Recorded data
____

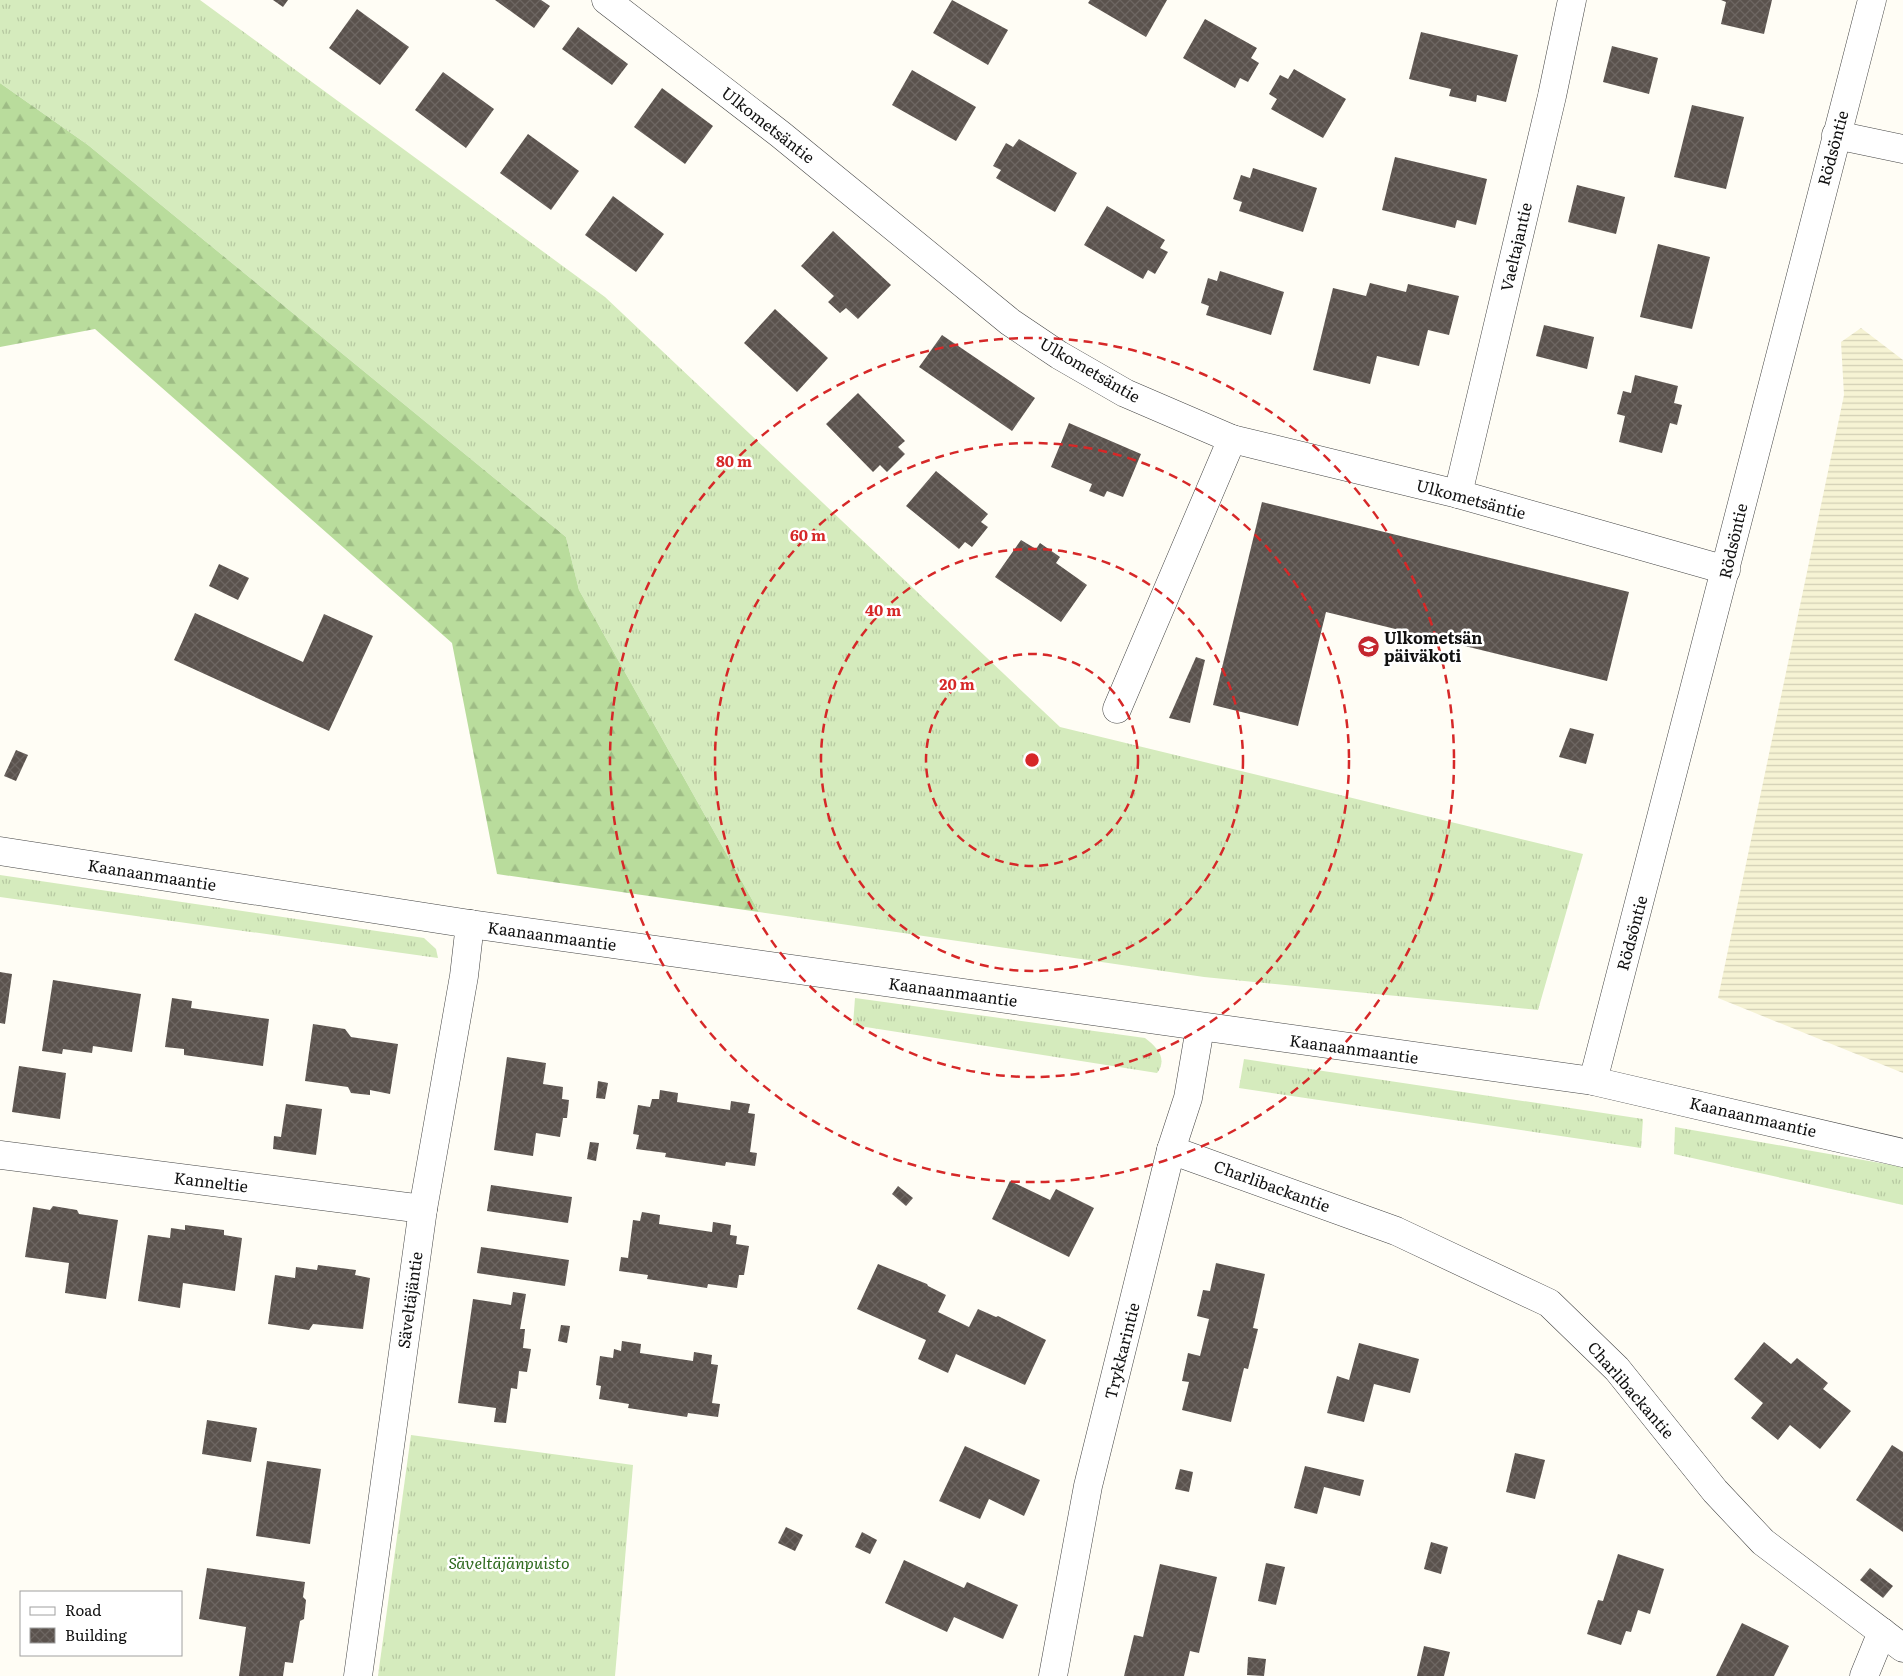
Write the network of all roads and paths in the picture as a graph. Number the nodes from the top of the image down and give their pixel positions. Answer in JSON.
{"nodes":[{"id":1,"x":606,"y":0,"type":"edge"},
{"id":2,"x":1572,"y":0,"type":"edge"},
{"id":3,"x":1872,"y":0,"type":"edge"},
{"id":4,"x":1836,"y":135,"type":"junction"},
{"id":5,"x":1903,"y":149,"type":"edge"},
{"id":6,"x":1232,"y":439,"type":"junction"},
{"id":7,"x":1458,"y":494,"type":"junction"},
{"id":8,"x":1726,"y":570,"type":"junction"},
{"id":9,"x":1117,"y":708,"type":"dead end"},
{"id":10,"x":0,"y":851,"type":"edge"},
{"id":11,"x":470,"y":924,"type":"junction"},
{"id":12,"x":1200,"y":1028,"type":"junction"},
{"id":13,"x":1593,"y":1081,"type":"junction"},
{"id":14,"x":1171,"y":1150,"type":"junction"},
{"id":15,"x":1903,"y":1152,"type":"edge"},
{"id":16,"x":0,"y":1155,"type":"edge"},
{"id":17,"x":423,"y":1209,"type":"junction"},
{"id":18,"x":1893,"y":1640,"type":"edge"},
{"id":19,"x":358,"y":1676,"type":"edge"},
{"id":20,"x":1053,"y":1676,"type":"edge"},
{"id":21,"x":1864,"y":1676,"type":"edge"}],
"edges":[{"from":1,"to":6,"type":"street","name":"Ulkometsäntie"},
{"from":2,"to":7,"type":"street","name":"Vaeltajantie"},
{"from":3,"to":4,"type":"street","name":"Rödsöntie"},
{"from":4,"to":5,"type":"street"},
{"from":4,"to":8,"type":"street","name":"Rödsöntie"},
{"from":6,"to":7,"type":"street","name":"Ulkometsäntie"},
{"from":6,"to":9,"type":"street"},
{"from":7,"to":8,"type":"street","name":"Ulkometsäntie"},
{"from":8,"to":13,"type":"street","name":"Rödsöntie"},
{"from":10,"to":11,"type":"street","name":"Kaanaanmaantie"},
{"from":11,"to":12,"type":"street","name":"Kaanaanmaantie"},
{"from":11,"to":17,"type":"street","name":"Säveltäjäntie"},
{"from":12,"to":13,"type":"street","name":"Kaanaanmaantie"},
{"from":12,"to":14,"type":"street","name":"Trykkarintie"},
{"from":13,"to":15,"type":"street","name":"Kaanaanmaantie"},
{"from":14,"to":18,"type":"street","name":"Charlibackantie"},
{"from":14,"to":20,"type":"street","name":"Trykkarintie"},
{"from":16,"to":17,"type":"street","name":"Kanneltie"},
{"from":17,"to":19,"type":"street","name":"Säveltäjäntie"},
{"from":18,"to":21,"type":"street"}]}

____

** AIM OF THE EXERCISE **
State how many lines of the records contain the word "Ulkometsäntie". Give that number alone.

** EXERCISE RESULT **
3